Sorry, I misread. On the other hand, since this has created containers that neither root nor my user can delete, I don’t see how to remove them.

amikhalitsyn · May 7, 2024, 8:56am

I can’t see any problem with /etc/sub{u,g}id files in your case.

As I said before, the problem might be that you have an excessive (duplicate) lxc.idmap = u ... lines in your configuration. Please, show ~/.config/lxc/default.conf contents and also /var/lib/lxc/mycontainer/config, /var/lib/lxc/arnaud-alpine/config.

Then copy the default.conf file and add the user uid and gid. (the range is the same as root).

I’m sorry, I don’t understand this. Have you copied /etc/lxc/default.conf file manually? Where have you placed a copy (which path)?

xarufagem · May 7, 2024, 1:05pm

@arnsk if i read you correctly, it appears that you’re following some guidelines in configuring lxc, could you point us to this… maybe it would be easyer to deal

if you could post the output of :

cat ~/.config/lxc/default.conf
cat /var/lib/lxc/arnaud-alpine/config

It could help identify the problem

Are there any errors related to LXC or LXD.DAEMON in your syslog ?
cat /var/log/syslog | grep “lxc” | grep “error”
cat /var/log/syslog | grep “lxd” | grep “error”

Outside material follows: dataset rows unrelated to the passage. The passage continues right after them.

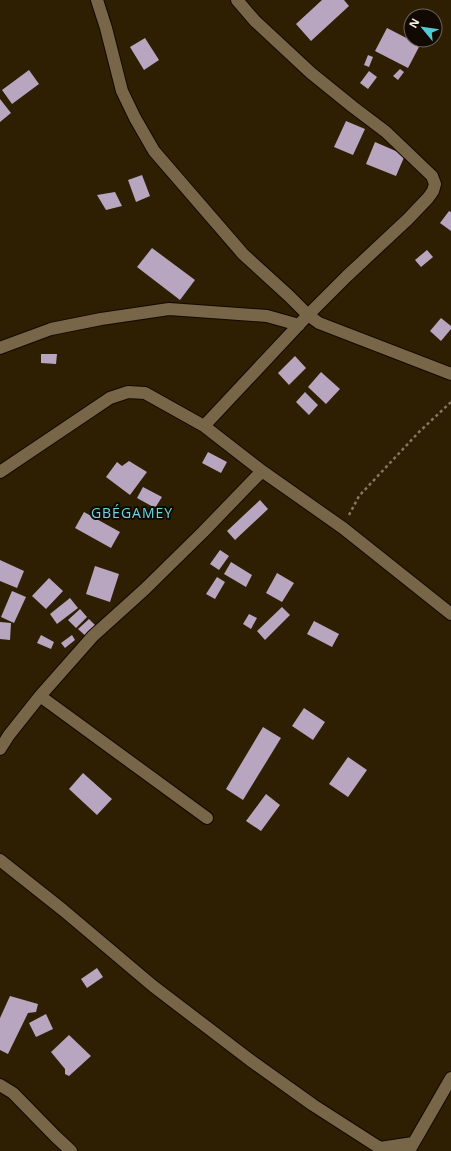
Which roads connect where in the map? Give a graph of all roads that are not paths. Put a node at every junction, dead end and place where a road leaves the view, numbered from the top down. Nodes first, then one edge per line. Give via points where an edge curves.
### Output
1 (97, 0) edge
2 (237, 0) edge
3 (308, 315) junction
4 (299, 325) junction
5 (0, 348) edge
6 (451, 374) edge
7 (204, 426) junction
8 (262, 471) junction
9 (0, 472) edge
10 (451, 614) edge
11 (40, 696) junction
12 (0, 749) edge
13 (207, 818) dead end
14 (0, 860) edge
15 (451, 1078) edge
16 (0, 1085) edge
17 (411, 1147) edge
18 (381, 1149) edge
19 (71, 1151) edge

1 - 3 street via 122,92 154,151 243,254
2 - 3 street via 255,21 311,73 386,132 432,176 435,184 423,203
3 - 4 street
3 - 6 street via 319,323
4 - 5 street via 267,316 170,309 51,329
4 - 7 street
7 - 8 street
7 - 9 street via 145,393 128,392 110,398
8 - 10 street via 343,528
8 - 11 street via 204,532 93,636
11 - 12 street
11 - 13 street
14 - 18 street via 153,986 250,1060
15 - 17 street
16 - 19 street via 13,1093
17 - 18 street

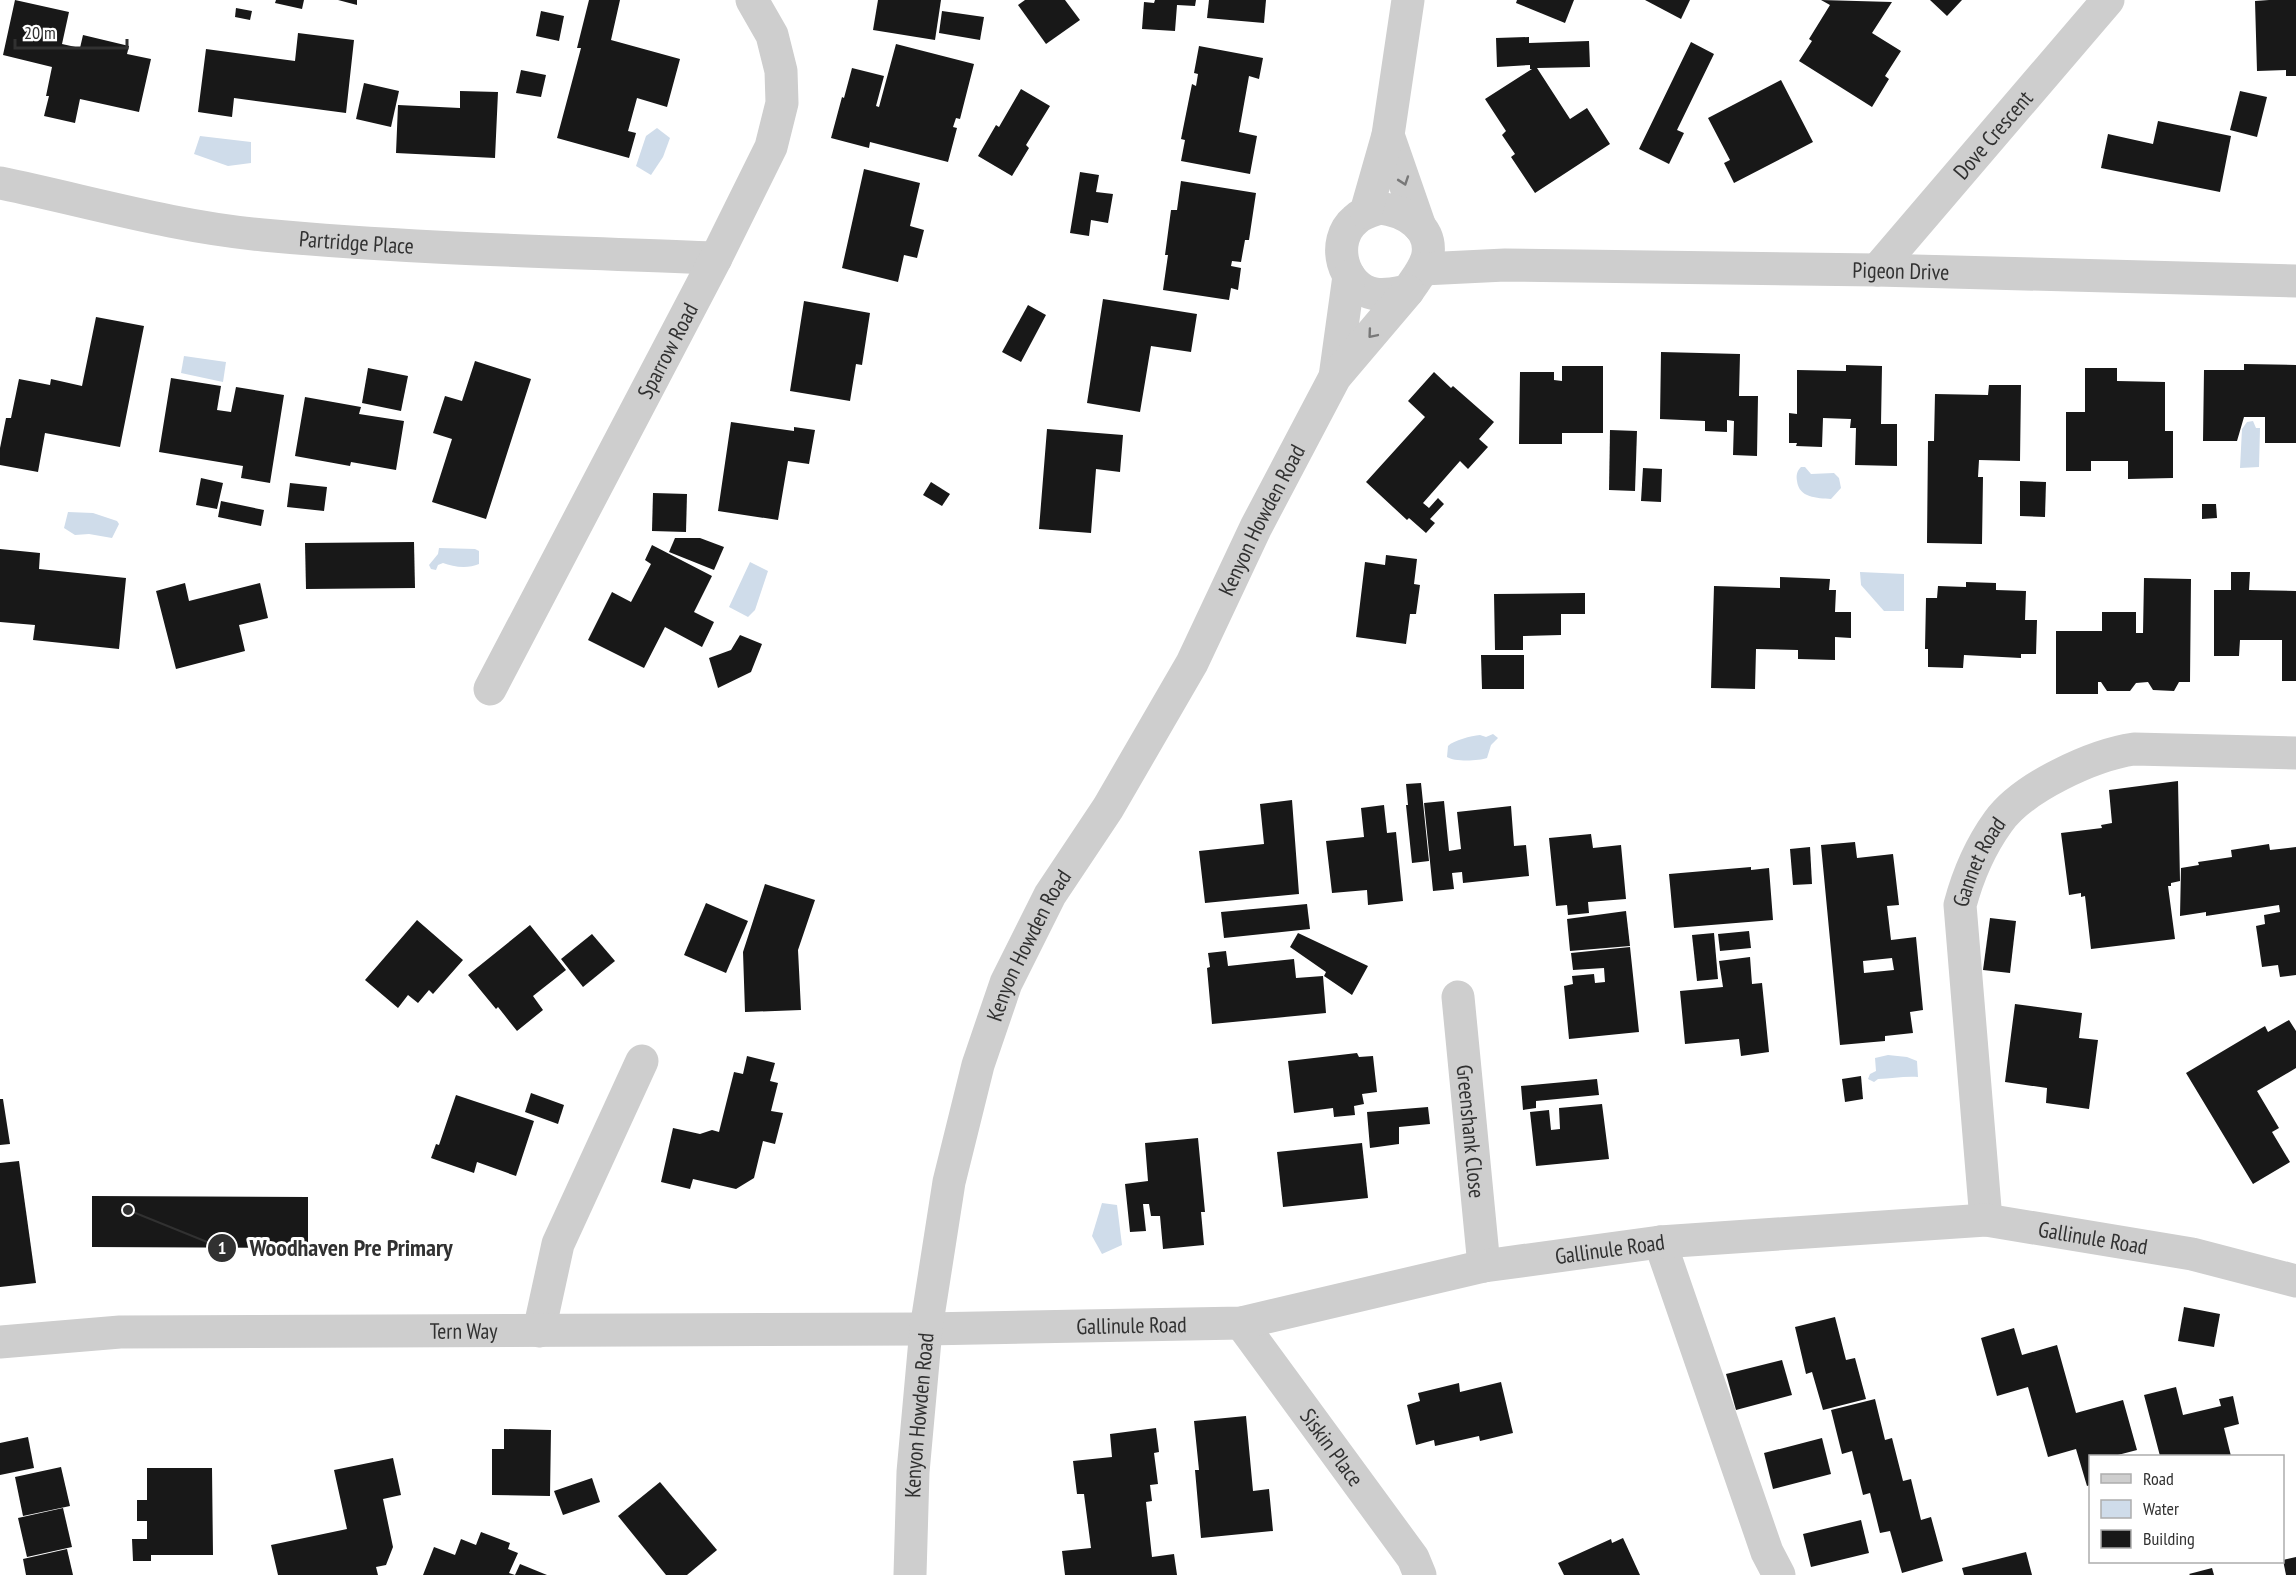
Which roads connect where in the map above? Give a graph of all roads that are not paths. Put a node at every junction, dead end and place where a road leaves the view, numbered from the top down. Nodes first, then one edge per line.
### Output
1 (752, 0) edge
2 (1408, 0) edge
3 (2108, 0) edge
4 (1388, 135) junction
5 (0, 183) edge
6 (1366, 212) junction
7 (1419, 256) junction
8 (716, 258) junction
9 (1877, 270) junction
10 (1349, 276) junction
11 (2296, 281) edge
12 (1335, 377) junction
13 (490, 689) dead end
14 (2296, 753) edge
15 (1458, 997) dead end
16 (642, 1061) dead end
17 (1986, 1220) junction
18 (1660, 1242) junction
19 (1484, 1266) junction
20 (2296, 1281) edge
21 (1241, 1323) junction
22 (926, 1329) junction
23 (539, 1331) junction
24 (0, 1342) edge
25 (910, 1575) edge
26 (1420, 1575) edge
27 (1779, 1575) edge

1 - 8 street, Sparrow Road
2 - 4 street
3 - 9 street, Dove Crescent
4 - 6 street
4 -> 7 street
5 - 8 street, Partridge Place
6 - 7 street
6 - 10 street
7 - 9 street, Pigeon Drive
7 - 10 street, Pigeon Drive
7 -> 12 street, Kenyon Howden Road
8 - 13 street, Sparrow Road
9 - 11 street, Pigeon Drive
10 - 12 street, Kenyon Howden Road
12 - 22 street, Kenyon Howden Road
14 - 17 street, Gannet Road
15 - 19 street, Greenshank Close
16 - 23 street
17 - 18 street, Gallinule Road
17 - 20 street, Gallinule Road
18 - 19 street, Gallinule Road
18 - 27 street
19 - 21 street, Gallinule Road
21 - 22 street, Gallinule Road
21 - 26 street, Siskin Place
22 - 23 street, Tern Way
22 - 25 street, Kenyon Howden Road
23 - 24 street, Tern Way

Sometimes errors messages are helpfull

/joen

arnsk · May 14, 2024, 5:15am

I followed the documentation correctly, but I made a mistake in the container creation command line.
I used
lxc-create --name mycontainer --template download
instead of
systemd-run --unit=my-unit --user --scope -p "Delegate=yes" -- lxc-create --name mycontainer --template download

What created the errors in my first post. And as I said, I now have two containers that I can’t delete with my user account, and the root account doesn’t see them.

This is my default.conf :

cat .config/lxc/default.conf
lxc.net.0.type = veth
lxc.net.0.link = lxcbr0
lxc.net.0.flags = up
lxc.net.0.hwaddr = 00:16:3e:xx:xx:xx
lxc.idmap = u 0 100000 65536
lxc.idmap = g 0 100000 65536

I don’t have /var/log/syslog file. They is a file /var/log/lxc/lxc.log but it’s empty.